Nesta história um escritor é ameaçado de morte e tem que escrever um livro. Forçado, ele aceita, mas se exclui de qualquer responsabilidade. Da mesma forma que ele, quem o ameaça, também está com seus dias contados. Ambos sonham com a fama, mas um ainda nem começou a carreira e o outro já chegou ao fim. Por falta de coragem, o escritor cuja identidade é quase desconhecida, permanece no anonimato e em seu lugar, uma personagem se expõe e encara qualquer desafio. Acontece que os problemas são reais, como personagem não é gente, ela não pode assumir nada. Eles não se dão bem, mas entram num acordo para realizar a tarefa juntos, como última tentativa sobrevivência.

Em respeito aos leitores, por quem nutro considerável admiração, eu não queria ser mais uma pessoa que escreveu um livro. Se literatura é arte (e sabemos que é), penso que ninguém tem o direito de escrever por escrever. Então, o que fiz foi relatar o que aconteceria comigo, caso eu quisesse ser escritora. Isso pode lhes parecer estranho, mas entenderão quando estiverem lendo o que escrevi.

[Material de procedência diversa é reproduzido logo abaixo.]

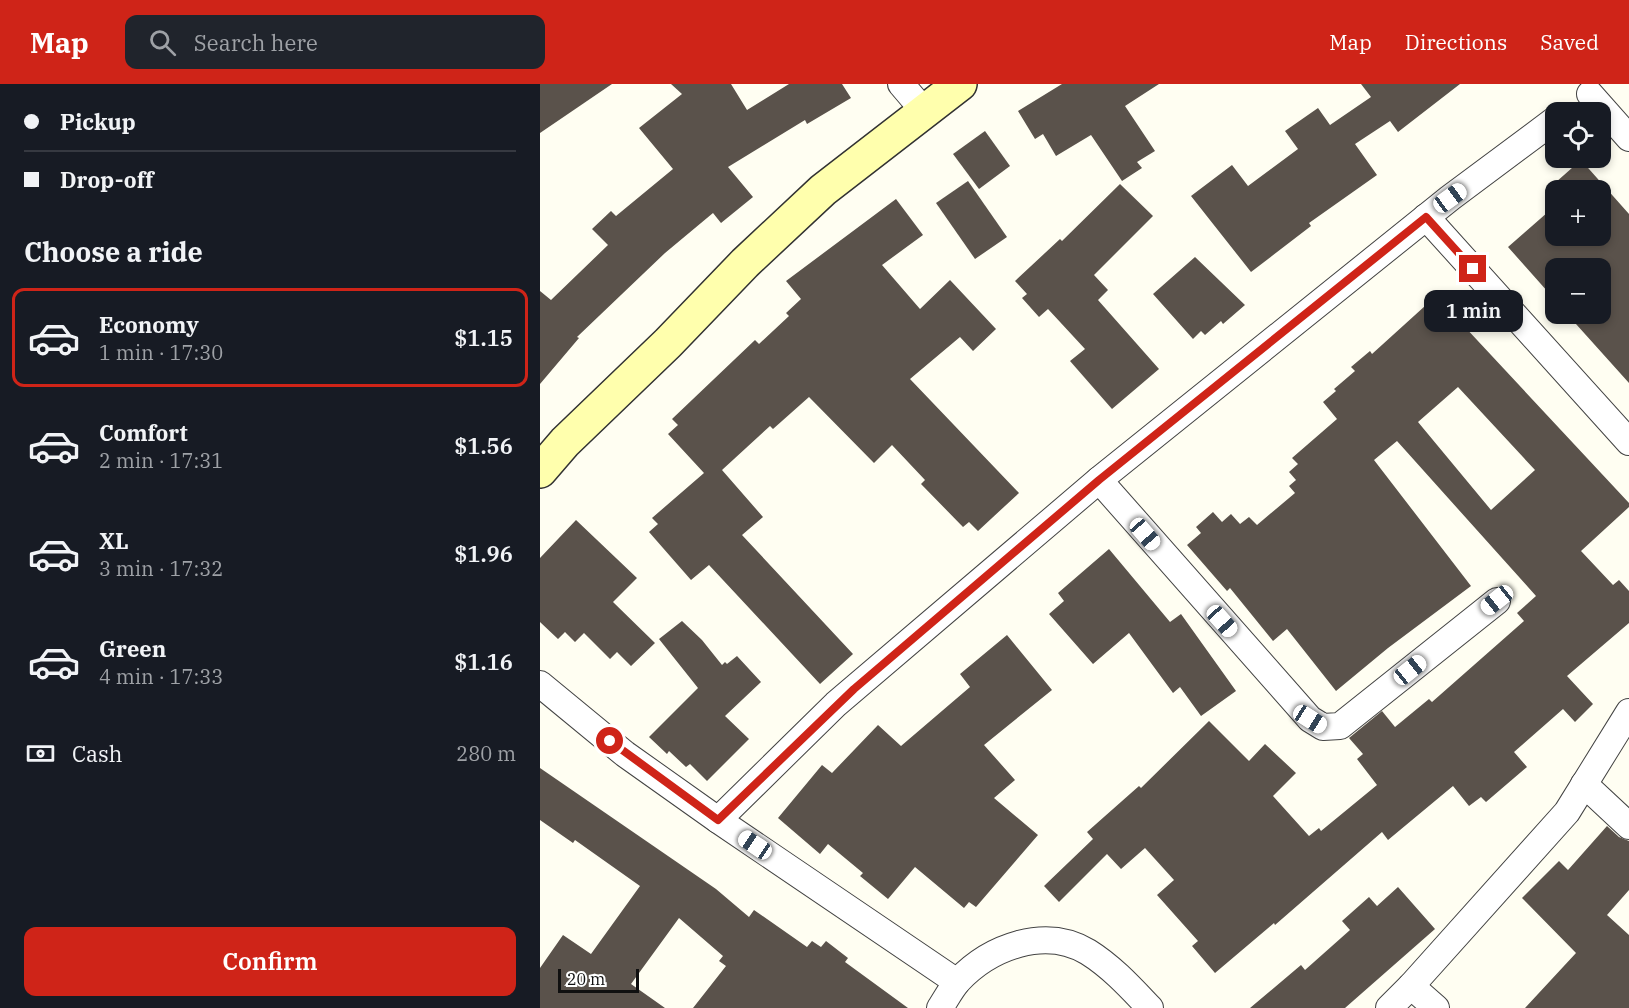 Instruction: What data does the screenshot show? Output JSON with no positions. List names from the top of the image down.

Quanto ao título, não foi escolhido ao acaso, ocorreram-me vários outros, porém nenhum foi suficiente para definir com fidelidade meus desejos e minhas fantasias. Cada episódio é um canteiro de sementes encubadas, esperando o tempo certo para desabrochar em flores. Potencialmente, cada flor contém uma realidade fantástica ou uma fantasia real, você decide. Mas, não se esqueçam que cada história é quase uma mágica na escala de sobrevivência. Contudo, não há nem bandido, nem herói, nem príncipe, nem rei, nem bruxa, nem fada. Junto com o título, o contexto é apresentado numa linguagem mista de identidades variadas que entremeiam os séculos dezenove e vinte. O escritor (personagem) e a narradora (personagem) são antagônicos; lutam juntos, mas permanecem separados. Além deles, existem outras personagens de almas nuas, viciadas e dependentes, cada uma a seu modo, mas com características bem humanas. Elas se expõem, desafiam, mexem, incomodam, inibem, intimidam, absolvem e concebem com mentiras, invenções e enganação de acordo com a verdade que conhecem; na esperança de serem vistas por quem quiser olhar. Todas vivem em controvérsia num mundo irônico e equivocado; enredadas pelo destino, se sobrepõem ao passado e ao presente para abrir possibilidades (imaginárias) no futuro. Suas atitudes e conceitos diferem na forma de encarar os movimentos circunstânciais do regionalismo cultural, da ciência especulativa, da fé cega e do sentimentalismo banal. Gostaria de dizer que tenho personagens geniais, mas não posso. Elas são sobreviventes, decorrentes de uma confusão concreta entre conhecimento e ignorância. Elas se atropelam nas palavras e nas idéias, mas se encontram nos ensaios sem pronúncia, no abismo da existência e no mistério da invenção. No entanto, devo dizer o que a mim compete: tenho personagens excepcionais, com sensibilidade suficiente para fazer qualquer um compreender que a vida é maravilhosa, cheia de efeitos especiais! Portanto, brindem à sorte! A sua! A nossa!

Com o pretensioso objetivo de cutucar cérebros e desfolhar pensamentos, o livro apresenta lacunas, permitindo que os leitores se infiltrem na história - seja através do drama, tragédia, comédia, ação ou terror - para preenchê-las, de forma que possam se constituir como leitores - criadores. Enfim, com doses moderadas de felicidade, tristeza, sarcasmo, deboche e atrevimento, eu me libero de qualquer compromisso, a partir de agora. Para vocês: Flores de Condão! Malva Maria.